▶ [What is needed]: Given the records below, transcribe each of them exactly.

▶ [Records supplied]:
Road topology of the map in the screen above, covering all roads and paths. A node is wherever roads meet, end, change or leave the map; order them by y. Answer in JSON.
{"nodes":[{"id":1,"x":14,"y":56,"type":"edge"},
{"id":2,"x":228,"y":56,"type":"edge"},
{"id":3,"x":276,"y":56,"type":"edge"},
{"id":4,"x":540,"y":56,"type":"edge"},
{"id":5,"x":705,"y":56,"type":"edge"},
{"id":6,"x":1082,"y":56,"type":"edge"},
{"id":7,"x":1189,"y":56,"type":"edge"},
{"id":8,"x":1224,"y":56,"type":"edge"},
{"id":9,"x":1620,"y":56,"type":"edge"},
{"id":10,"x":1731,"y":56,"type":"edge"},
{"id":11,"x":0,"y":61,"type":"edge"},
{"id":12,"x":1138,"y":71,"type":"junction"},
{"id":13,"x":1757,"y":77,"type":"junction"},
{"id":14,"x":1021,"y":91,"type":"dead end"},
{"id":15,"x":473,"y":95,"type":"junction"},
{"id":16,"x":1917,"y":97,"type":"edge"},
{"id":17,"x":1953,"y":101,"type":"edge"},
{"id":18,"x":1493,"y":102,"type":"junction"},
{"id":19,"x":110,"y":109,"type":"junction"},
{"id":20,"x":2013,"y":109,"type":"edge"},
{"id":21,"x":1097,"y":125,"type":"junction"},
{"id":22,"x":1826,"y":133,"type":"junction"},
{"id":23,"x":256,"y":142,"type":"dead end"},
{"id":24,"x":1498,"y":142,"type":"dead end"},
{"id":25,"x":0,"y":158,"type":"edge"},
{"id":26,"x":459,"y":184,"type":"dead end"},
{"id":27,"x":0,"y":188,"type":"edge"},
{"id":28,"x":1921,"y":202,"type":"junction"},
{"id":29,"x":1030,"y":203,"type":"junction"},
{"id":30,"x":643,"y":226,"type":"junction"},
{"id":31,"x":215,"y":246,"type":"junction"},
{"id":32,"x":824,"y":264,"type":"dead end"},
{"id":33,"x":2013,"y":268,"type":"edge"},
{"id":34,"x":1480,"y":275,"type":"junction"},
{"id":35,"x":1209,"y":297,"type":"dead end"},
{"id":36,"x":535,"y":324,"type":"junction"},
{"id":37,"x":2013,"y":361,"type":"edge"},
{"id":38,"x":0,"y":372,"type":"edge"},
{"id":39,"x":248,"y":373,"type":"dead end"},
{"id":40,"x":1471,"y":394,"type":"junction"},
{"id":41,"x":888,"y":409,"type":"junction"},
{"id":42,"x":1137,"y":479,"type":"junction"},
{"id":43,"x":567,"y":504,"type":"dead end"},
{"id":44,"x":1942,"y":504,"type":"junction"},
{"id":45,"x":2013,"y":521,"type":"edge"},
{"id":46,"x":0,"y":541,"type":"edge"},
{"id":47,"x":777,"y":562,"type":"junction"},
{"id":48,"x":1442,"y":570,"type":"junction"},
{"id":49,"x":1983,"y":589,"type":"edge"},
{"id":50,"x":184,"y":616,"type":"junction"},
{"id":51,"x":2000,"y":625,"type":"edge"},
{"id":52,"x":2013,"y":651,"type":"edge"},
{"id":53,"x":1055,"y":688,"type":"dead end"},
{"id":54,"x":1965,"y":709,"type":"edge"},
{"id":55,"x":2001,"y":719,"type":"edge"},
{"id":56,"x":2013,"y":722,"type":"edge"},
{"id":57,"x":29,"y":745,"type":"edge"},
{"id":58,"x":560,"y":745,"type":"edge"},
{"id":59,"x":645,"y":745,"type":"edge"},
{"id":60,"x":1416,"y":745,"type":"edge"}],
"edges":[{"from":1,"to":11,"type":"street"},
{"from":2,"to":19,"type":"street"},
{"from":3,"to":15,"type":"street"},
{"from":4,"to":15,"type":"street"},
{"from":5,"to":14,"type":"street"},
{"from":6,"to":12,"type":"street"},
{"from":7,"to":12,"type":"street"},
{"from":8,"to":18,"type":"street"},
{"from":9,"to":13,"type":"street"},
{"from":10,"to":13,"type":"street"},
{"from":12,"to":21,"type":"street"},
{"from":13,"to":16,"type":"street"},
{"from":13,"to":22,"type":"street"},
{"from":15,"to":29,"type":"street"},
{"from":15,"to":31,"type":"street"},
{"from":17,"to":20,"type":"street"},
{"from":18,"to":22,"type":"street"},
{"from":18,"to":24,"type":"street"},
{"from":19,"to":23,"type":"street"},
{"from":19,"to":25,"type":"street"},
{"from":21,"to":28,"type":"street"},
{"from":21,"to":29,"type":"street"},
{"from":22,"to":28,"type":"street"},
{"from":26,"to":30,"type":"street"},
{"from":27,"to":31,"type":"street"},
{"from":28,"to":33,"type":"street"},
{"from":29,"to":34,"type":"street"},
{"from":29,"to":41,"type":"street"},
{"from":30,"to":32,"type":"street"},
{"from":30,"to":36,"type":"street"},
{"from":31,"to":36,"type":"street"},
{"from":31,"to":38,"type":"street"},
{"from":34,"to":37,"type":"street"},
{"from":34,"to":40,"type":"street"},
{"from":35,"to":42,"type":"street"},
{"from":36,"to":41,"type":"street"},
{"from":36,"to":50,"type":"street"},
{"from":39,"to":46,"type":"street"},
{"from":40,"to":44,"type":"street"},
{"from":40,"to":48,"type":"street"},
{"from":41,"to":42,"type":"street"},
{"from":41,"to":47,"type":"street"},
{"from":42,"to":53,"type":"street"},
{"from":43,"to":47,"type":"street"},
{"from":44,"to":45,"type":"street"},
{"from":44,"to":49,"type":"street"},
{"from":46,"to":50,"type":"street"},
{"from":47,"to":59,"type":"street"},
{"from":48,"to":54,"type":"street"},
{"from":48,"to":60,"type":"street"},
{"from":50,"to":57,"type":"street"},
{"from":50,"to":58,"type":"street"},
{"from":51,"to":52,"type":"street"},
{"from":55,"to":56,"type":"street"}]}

▶ [Written response]:
Road topology of the map in the screen above, covering all roads and paths. A node is wherever roads meet, end, change or leave the map; order them by y. Answer in JSON.
{"nodes":[{"id":1,"x":14,"y":56,"type":"edge"},
{"id":2,"x":228,"y":56,"type":"edge"},
{"id":3,"x":276,"y":56,"type":"edge"},
{"id":4,"x":540,"y":56,"type":"edge"},
{"id":5,"x":705,"y":56,"type":"edge"},
{"id":6,"x":1082,"y":56,"type":"edge"},
{"id":7,"x":1189,"y":56,"type":"edge"},
{"id":8,"x":1224,"y":56,"type":"edge"},
{"id":9,"x":1620,"y":56,"type":"edge"},
{"id":10,"x":1731,"y":56,"type":"edge"},
{"id":11,"x":0,"y":61,"type":"edge"},
{"id":12,"x":1138,"y":71,"type":"junction"},
{"id":13,"x":1757,"y":77,"type":"junction"},
{"id":14,"x":1021,"y":91,"type":"dead end"},
{"id":15,"x":473,"y":95,"type":"junction"},
{"id":16,"x":1917,"y":97,"type":"edge"},
{"id":17,"x":1953,"y":101,"type":"edge"},
{"id":18,"x":1493,"y":102,"type":"junction"},
{"id":19,"x":110,"y":109,"type":"junction"},
{"id":20,"x":2013,"y":109,"type":"edge"},
{"id":21,"x":1097,"y":125,"type":"junction"},
{"id":22,"x":1826,"y":133,"type":"junction"},
{"id":23,"x":256,"y":142,"type":"dead end"},
{"id":24,"x":1498,"y":142,"type":"dead end"},
{"id":25,"x":0,"y":158,"type":"edge"},
{"id":26,"x":459,"y":184,"type":"dead end"},
{"id":27,"x":0,"y":188,"type":"edge"},
{"id":28,"x":1921,"y":202,"type":"junction"},
{"id":29,"x":1030,"y":203,"type":"junction"},
{"id":30,"x":643,"y":226,"type":"junction"},
{"id":31,"x":215,"y":246,"type":"junction"},
{"id":32,"x":824,"y":264,"type":"dead end"},
{"id":33,"x":2013,"y":268,"type":"edge"},
{"id":34,"x":1480,"y":275,"type":"junction"},
{"id":35,"x":1209,"y":297,"type":"dead end"},
{"id":36,"x":535,"y":324,"type":"junction"},
{"id":37,"x":2013,"y":361,"type":"edge"},
{"id":38,"x":0,"y":372,"type":"edge"},
{"id":39,"x":248,"y":373,"type":"dead end"},
{"id":40,"x":1471,"y":394,"type":"junction"},
{"id":41,"x":888,"y":409,"type":"junction"},
{"id":42,"x":1137,"y":479,"type":"junction"},
{"id":43,"x":567,"y":504,"type":"dead end"},
{"id":44,"x":1942,"y":504,"type":"junction"},
{"id":45,"x":2013,"y":521,"type":"edge"},
{"id":46,"x":0,"y":541,"type":"edge"},
{"id":47,"x":777,"y":562,"type":"junction"},
{"id":48,"x":1442,"y":570,"type":"junction"},
{"id":49,"x":1983,"y":589,"type":"edge"},
{"id":50,"x":184,"y":616,"type":"junction"},
{"id":51,"x":2000,"y":625,"type":"edge"},
{"id":52,"x":2013,"y":651,"type":"edge"},
{"id":53,"x":1055,"y":688,"type":"dead end"},
{"id":54,"x":1965,"y":709,"type":"edge"},
{"id":55,"x":2001,"y":719,"type":"edge"},
{"id":56,"x":2013,"y":722,"type":"edge"},
{"id":57,"x":29,"y":745,"type":"edge"},
{"id":58,"x":560,"y":745,"type":"edge"},
{"id":59,"x":645,"y":745,"type":"edge"},
{"id":60,"x":1416,"y":745,"type":"edge"}],
"edges":[{"from":1,"to":11,"type":"street"},
{"from":2,"to":19,"type":"street"},
{"from":3,"to":15,"type":"street"},
{"from":4,"to":15,"type":"street"},
{"from":5,"to":14,"type":"street"},
{"from":6,"to":12,"type":"street"},
{"from":7,"to":12,"type":"street"},
{"from":8,"to":18,"type":"street"},
{"from":9,"to":13,"type":"street"},
{"from":10,"to":13,"type":"street"},
{"from":12,"to":21,"type":"street"},
{"from":13,"to":16,"type":"street"},
{"from":13,"to":22,"type":"street"},
{"from":15,"to":29,"type":"street"},
{"from":15,"to":31,"type":"street"},
{"from":17,"to":20,"type":"street"},
{"from":18,"to":22,"type":"street"},
{"from":18,"to":24,"type":"street"},
{"from":19,"to":23,"type":"street"},
{"from":19,"to":25,"type":"street"},
{"from":21,"to":28,"type":"street"},
{"from":21,"to":29,"type":"street"},
{"from":22,"to":28,"type":"street"},
{"from":26,"to":30,"type":"street"},
{"from":27,"to":31,"type":"street"},
{"from":28,"to":33,"type":"street"},
{"from":29,"to":34,"type":"street"},
{"from":29,"to":41,"type":"street"},
{"from":30,"to":32,"type":"street"},
{"from":30,"to":36,"type":"street"},
{"from":31,"to":36,"type":"street"},
{"from":31,"to":38,"type":"street"},
{"from":34,"to":37,"type":"street"},
{"from":34,"to":40,"type":"street"},
{"from":35,"to":42,"type":"street"},
{"from":36,"to":41,"type":"street"},
{"from":36,"to":50,"type":"street"},
{"from":39,"to":46,"type":"street"},
{"from":40,"to":44,"type":"street"},
{"from":40,"to":48,"type":"street"},
{"from":41,"to":42,"type":"street"},
{"from":41,"to":47,"type":"street"},
{"from":42,"to":53,"type":"street"},
{"from":43,"to":47,"type":"street"},
{"from":44,"to":45,"type":"street"},
{"from":44,"to":49,"type":"street"},
{"from":46,"to":50,"type":"street"},
{"from":47,"to":59,"type":"street"},
{"from":48,"to":54,"type":"street"},
{"from":48,"to":60,"type":"street"},
{"from":50,"to":57,"type":"street"},
{"from":50,"to":58,"type":"street"},
{"from":51,"to":52,"type":"street"},
{"from":55,"to":56,"type":"street"}]}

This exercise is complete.